#### Data for analysis
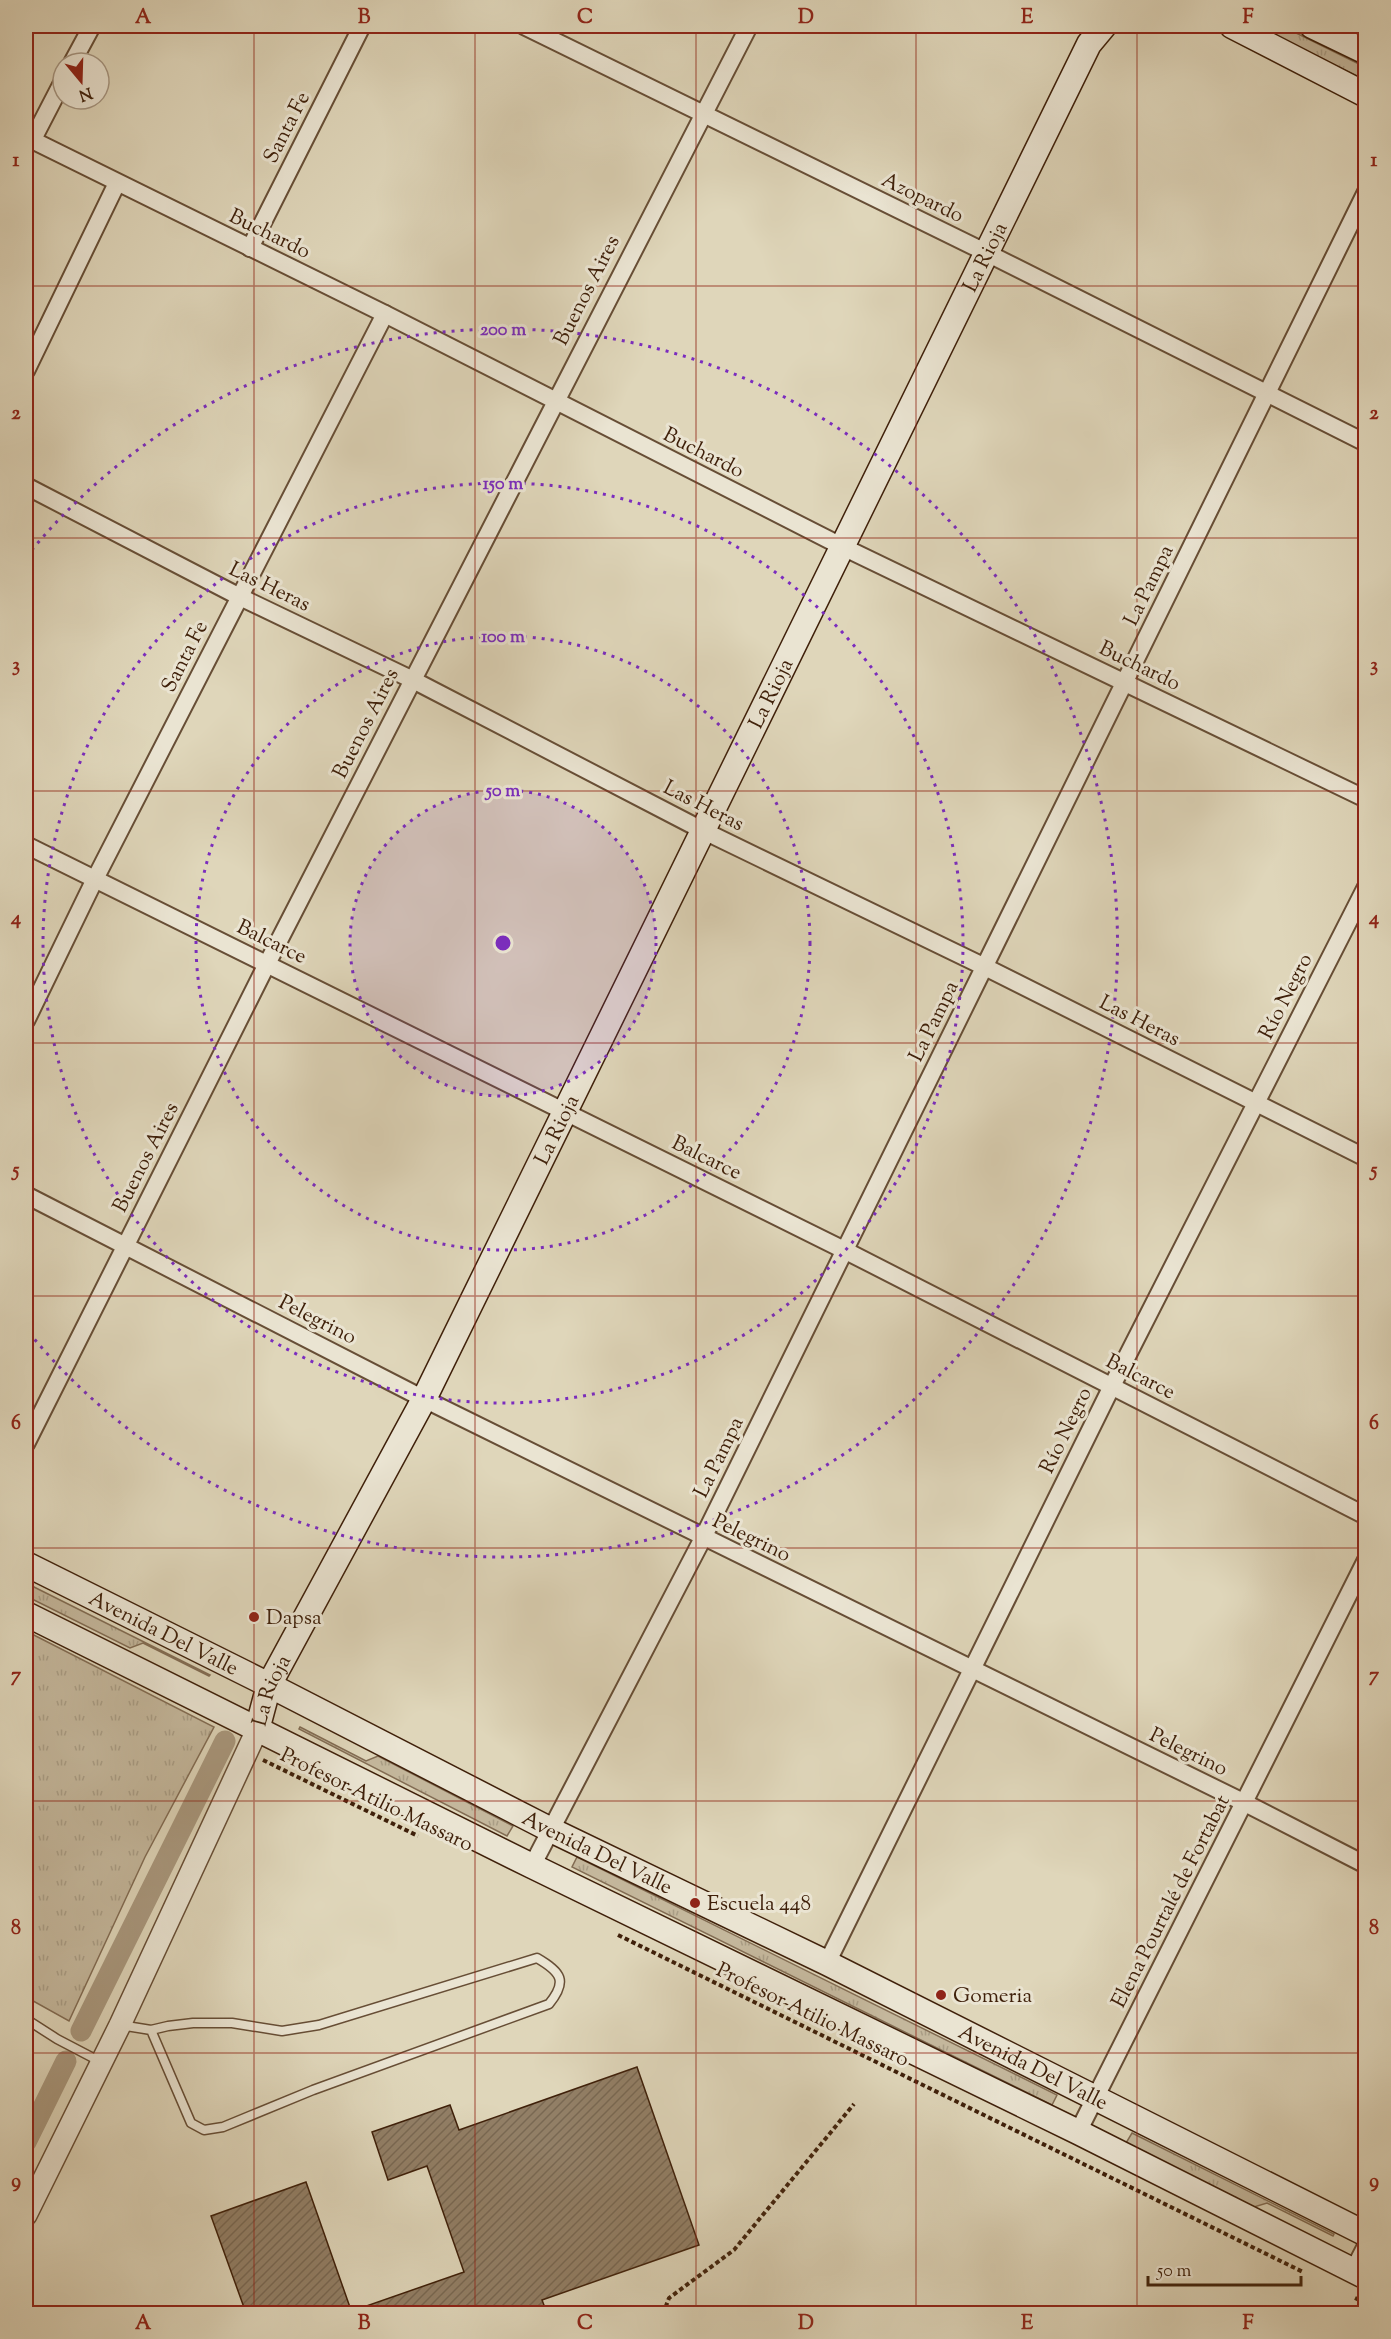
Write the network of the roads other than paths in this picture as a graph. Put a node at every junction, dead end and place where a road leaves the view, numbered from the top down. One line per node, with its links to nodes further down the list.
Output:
1 (92, 26): 10 (street)
2 (362, 26): 18 (street, Santa Fe)
3 (524, 26): 14 (street, Azopardo)
4 (749, 26): 14 (street, Buenos Aires)
5 (1104, 26): 9 (main road, La Rioja)
6 (1232, 26): 12 (main road)
7 (1312, 26): 8 (main road)
8 (1341, 31): 11 (main road)
9 (1091, 35): 19 (main road, La Rioja)
10 (78, 51)
11 (1365, 52)
12 (1365, 95)
13 (51, 101): 15 (street)
14 (702, 113): 19 (street, Azopardo); 23 (street, Buenos Aires)
15 (29, 139): 16 (street, Buchardo)
16 (117, 183): 18 (street, Buchardo); 21 (street)
17 (1365, 192): 22 (street, La Pampa)
18 (250, 248): 20 (street, Buchardo)
19 (987, 253): 22 (street, Azopardo); 26 (main road, La Rioja)
20 (385, 314): 23 (street, Buchardo); 27 (street, Santa Fe)
21 (26, 371)
22 (1266, 393): 24 (street, Azopardo); 29 (street, La Pampa)
23 (554, 401): 26 (street, Buchardo); 28 (street, Buenos Aires)
24 (1365, 443)
25 (26, 486): 27 (street, Las Heras)
26 (843, 547): 29 (street, Buchardo); 31 (main road, La Rioja)
27 (240, 597): 28 (street, Las Heras); 33 (street, Santa Fe)
28 (413, 680): 31 (street, Las Heras); 35 (street, Buenos Aires)
29 (1125, 683): 30 (street, Buchardo); 36 (street, La Pampa)
30 (1365, 799)
31 (702, 830): 36 (street, Las Heras); 39 (main road, La Rioja)
32 (26, 845): 33 (street, Balcarce)
33 (95, 879): 35 (street, Balcarce); 37 (street, Santa Fe)
34 (1365, 887): 38 (street, Río Negro)
35 (267, 964): 39 (street, Balcarce); 42 (street, Buenos Aires)
36 (985, 967): 38 (street, Las Heras); 43 (street, La Pampa)
37 (26, 1021)
38 (1256, 1104): 40 (street, Las Heras); 44 (street, Río Negro)
39 (564, 1111): 43 (street, Balcarce); 45 (main road, La Rioja)
40 (1365, 1158)
41 (26, 1195): 42 (street, Pelegrino)
42 (126, 1245): 45 (street, Pelegrino); 46 (street, Buenos Aires)
43 (846, 1251): 44 (street, Balcarce); 48 (street, La Pampa)
44 (1112, 1386): 47 (street, Balcarce); 52 (street, Río Negro)
45 (424, 1399): 48 (street, Pelegrino); 53 (main road, La Rioja)
46 (26, 1444)
47 (1365, 1516)
48 (703, 1538): 52 (street, Pelegrino); 56 (street, La Pampa)
49 (1365, 1560): 55 (street, Elena Pourtalé de Fortabat)
50 (26, 1564): 53 (main road, Avenida Del Valle)
51 (26, 1614): 54 (main road, Avenida Del Valle)
52 (972, 1669): 55 (street, Pelegrino); 59 (street, Río Negro)
53 (269, 1685): 54 (main road, La Rioja); 56 (main road, Avenida Del Valle)
54 (257, 1730): 58 (main road, Avenida Del Valle); 61 (street, La Rioja)
55 (1245, 1803): 57 (street, Pelegrino); 64 (street, Elena Pourtalé de Fortabat)
56 (551, 1830): 58 (street, La Pampa); 59 (main road, Avenida Del Valle)
57 (1365, 1865)
58 (532, 1866): 65 (main road, Avenida Del Valle)
59 (827, 1963): 64 (main road, Avenida Del Valle)
60 (26, 2019): 63 (lane)
61 (120, 2025): 62 (lane); 63 (street, La Rioja)
62 (151, 2030): 62 (lane)
63 (101, 2062): 66 (street, La Rioja)
64 (1096, 2098): 65 (street, Elena Pourtalé de Fortabat); 67 (main road, Avenida Del Valle)
65 (1078, 2132): 69 (main road, Avenida Del Valle)
66 (26, 2215)
67 (1365, 2234)
68 (1365, 2246): 69 (street)
69 (1358, 2282)

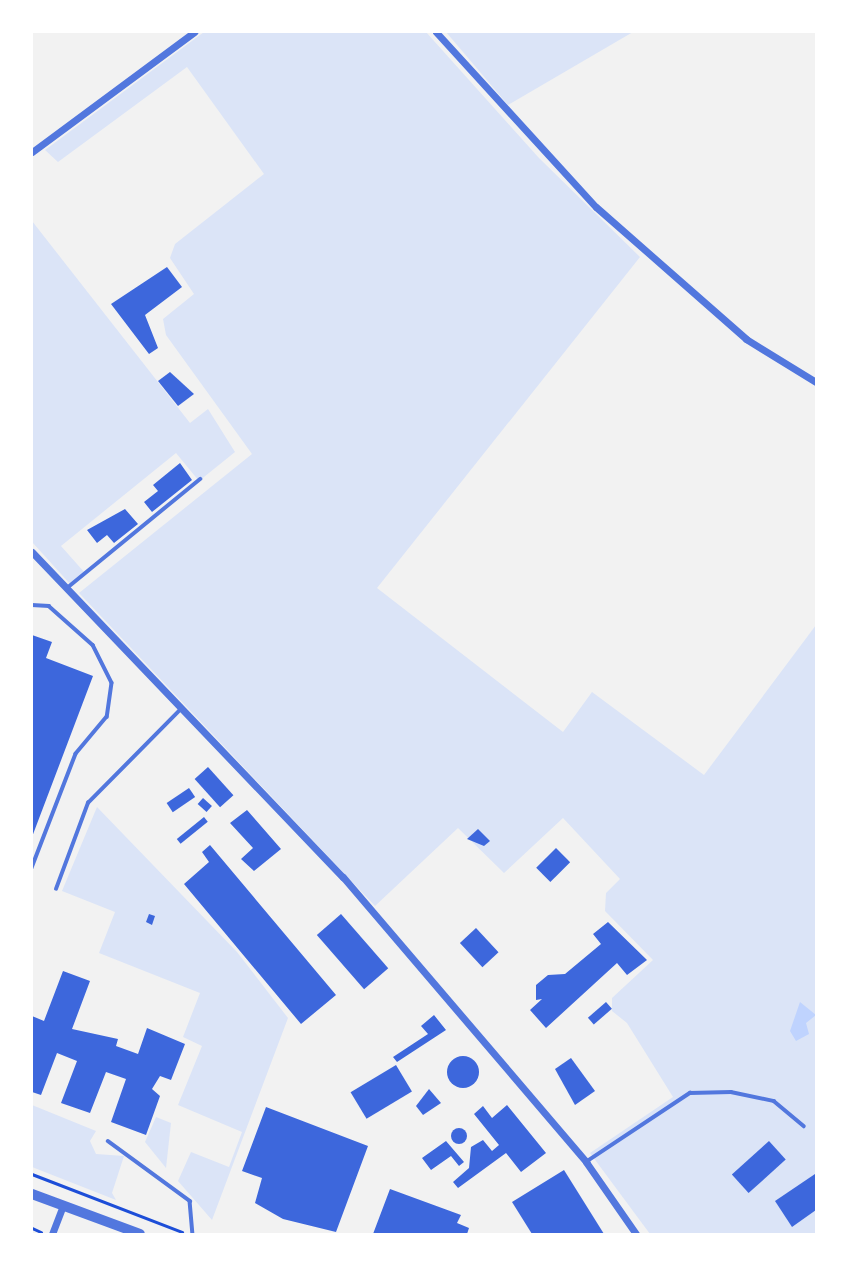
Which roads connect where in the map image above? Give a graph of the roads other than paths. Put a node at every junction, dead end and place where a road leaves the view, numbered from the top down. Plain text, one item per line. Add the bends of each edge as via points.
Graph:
1 (194, 32) edge
2 (436, 32) edge
3 (32, 152) edge
4 (817, 382) edge
5 (200, 479) dead end
6 (32, 552) edge
7 (67, 589) junction
8 (32, 605) edge
9 (182, 708) junction
10 (32, 868) edge
11 (56, 889) dead end
12 (803, 1126) dead end
13 (108, 1141) dead end
14 (586, 1162) junction
15 (32, 1194) edge
16 (63, 1206) junction
17 (52, 1234) edge
18 (139, 1234) edge
19 (193, 1234) edge
20 (636, 1234) edge

1 - 3 street
2 - 4 street via 596,207 746,339
5 - 7 lane
6 - 7 street
7 - 9 street
8 - 10 lane via 49,606 93,645 112,683 107,717 76,754
9 - 11 lane via 88,803
9 - 14 street via 343,877
12 - 14 lane via 774,1101 697,1092 671,1101
13 - 19 lane via 190,1201
14 - 20 street
15 - 16 street
16 - 17 street
16 - 18 street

#### What you should do
When you repeat the material above, keep every word exact and leave out the pictures.

#### Answer
Write the network of the roads other than paths in this picture as a graph. Put a node at every junction, dead end and place where a road leaves the view, numbered from the top down. One line per node, with its links to nodes further down the list.
Output:
1 (92, 26): 10 (street)
2 (362, 26): 18 (street, Santa Fe)
3 (524, 26): 14 (street, Azopardo)
4 (749, 26): 14 (street, Buenos Aires)
5 (1104, 26): 9 (main road, La Rioja)
6 (1232, 26): 12 (main road)
7 (1312, 26): 8 (main road)
8 (1341, 31): 11 (main road)
9 (1091, 35): 19 (main road, La Rioja)
10 (78, 51)
11 (1365, 52)
12 (1365, 95)
13 (51, 101): 15 (street)
14 (702, 113): 19 (street, Azopardo); 23 (street, Buenos Aires)
15 (29, 139): 16 (street, Buchardo)
16 (117, 183): 18 (street, Buchardo); 21 (street)
17 (1365, 192): 22 (street, La Pampa)
18 (250, 248): 20 (street, Buchardo)
19 (987, 253): 22 (street, Azopardo); 26 (main road, La Rioja)
20 (385, 314): 23 (street, Buchardo); 27 (street, Santa Fe)
21 (26, 371)
22 (1266, 393): 24 (street, Azopardo); 29 (street, La Pampa)
23 (554, 401): 26 (street, Buchardo); 28 (street, Buenos Aires)
24 (1365, 443)
25 (26, 486): 27 (street, Las Heras)
26 (843, 547): 29 (street, Buchardo); 31 (main road, La Rioja)
27 (240, 597): 28 (street, Las Heras); 33 (street, Santa Fe)
28 (413, 680): 31 (street, Las Heras); 35 (street, Buenos Aires)
29 (1125, 683): 30 (street, Buchardo); 36 (street, La Pampa)
30 (1365, 799)
31 (702, 830): 36 (street, Las Heras); 39 (main road, La Rioja)
32 (26, 845): 33 (street, Balcarce)
33 (95, 879): 35 (street, Balcarce); 37 (street, Santa Fe)
34 (1365, 887): 38 (street, Río Negro)
35 (267, 964): 39 (street, Balcarce); 42 (street, Buenos Aires)
36 (985, 967): 38 (street, Las Heras); 43 (street, La Pampa)
37 (26, 1021)
38 (1256, 1104): 40 (street, Las Heras); 44 (street, Río Negro)
39 (564, 1111): 43 (street, Balcarce); 45 (main road, La Rioja)
40 (1365, 1158)
41 (26, 1195): 42 (street, Pelegrino)
42 (126, 1245): 45 (street, Pelegrino); 46 (street, Buenos Aires)
43 (846, 1251): 44 (street, Balcarce); 48 (street, La Pampa)
44 (1112, 1386): 47 (street, Balcarce); 52 (street, Río Negro)
45 (424, 1399): 48 (street, Pelegrino); 53 (main road, La Rioja)
46 (26, 1444)
47 (1365, 1516)
48 (703, 1538): 52 (street, Pelegrino); 56 (street, La Pampa)
49 (1365, 1560): 55 (street, Elena Pourtalé de Fortabat)
50 (26, 1564): 53 (main road, Avenida Del Valle)
51 (26, 1614): 54 (main road, Avenida Del Valle)
52 (972, 1669): 55 (street, Pelegrino); 59 (street, Río Negro)
53 (269, 1685): 54 (main road, La Rioja); 56 (main road, Avenida Del Valle)
54 (257, 1730): 58 (main road, Avenida Del Valle); 61 (street, La Rioja)
55 (1245, 1803): 57 (street, Pelegrino); 64 (street, Elena Pourtalé de Fortabat)
56 (551, 1830): 58 (street, La Pampa); 59 (main road, Avenida Del Valle)
57 (1365, 1865)
58 (532, 1866): 65 (main road, Avenida Del Valle)
59 (827, 1963): 64 (main road, Avenida Del Valle)
60 (26, 2019): 63 (lane)
61 (120, 2025): 62 (lane); 63 (street, La Rioja)
62 (151, 2030): 62 (lane)
63 (101, 2062): 66 (street, La Rioja)
64 (1096, 2098): 65 (street, Elena Pourtalé de Fortabat); 67 (main road, Avenida Del Valle)
65 (1078, 2132): 69 (main road, Avenida Del Valle)
66 (26, 2215)
67 (1365, 2234)
68 (1365, 2246): 69 (street)
69 (1358, 2282)

Which roads connect where in the map image above? Give a graph of the roads other than paths. Put a node at every junction, dead end and place where a road leaves the view, numbered from the top down. Plain text, one item per line. Add the bends of each edge as via points.
Graph:
1 (194, 32) edge
2 (436, 32) edge
3 (32, 152) edge
4 (817, 382) edge
5 (200, 479) dead end
6 (32, 552) edge
7 (67, 589) junction
8 (32, 605) edge
9 (182, 708) junction
10 (32, 868) edge
11 (56, 889) dead end
12 (803, 1126) dead end
13 (108, 1141) dead end
14 (586, 1162) junction
15 (32, 1194) edge
16 (63, 1206) junction
17 (52, 1234) edge
18 (139, 1234) edge
19 (193, 1234) edge
20 (636, 1234) edge

1 - 3 street
2 - 4 street via 596,207 746,339
5 - 7 lane
6 - 7 street
7 - 9 street
8 - 10 lane via 49,606 93,645 112,683 107,717 76,754
9 - 11 lane via 88,803
9 - 14 street via 343,877
12 - 14 lane via 774,1101 697,1092 671,1101
13 - 19 lane via 190,1201
14 - 20 street
15 - 16 street
16 - 17 street
16 - 18 street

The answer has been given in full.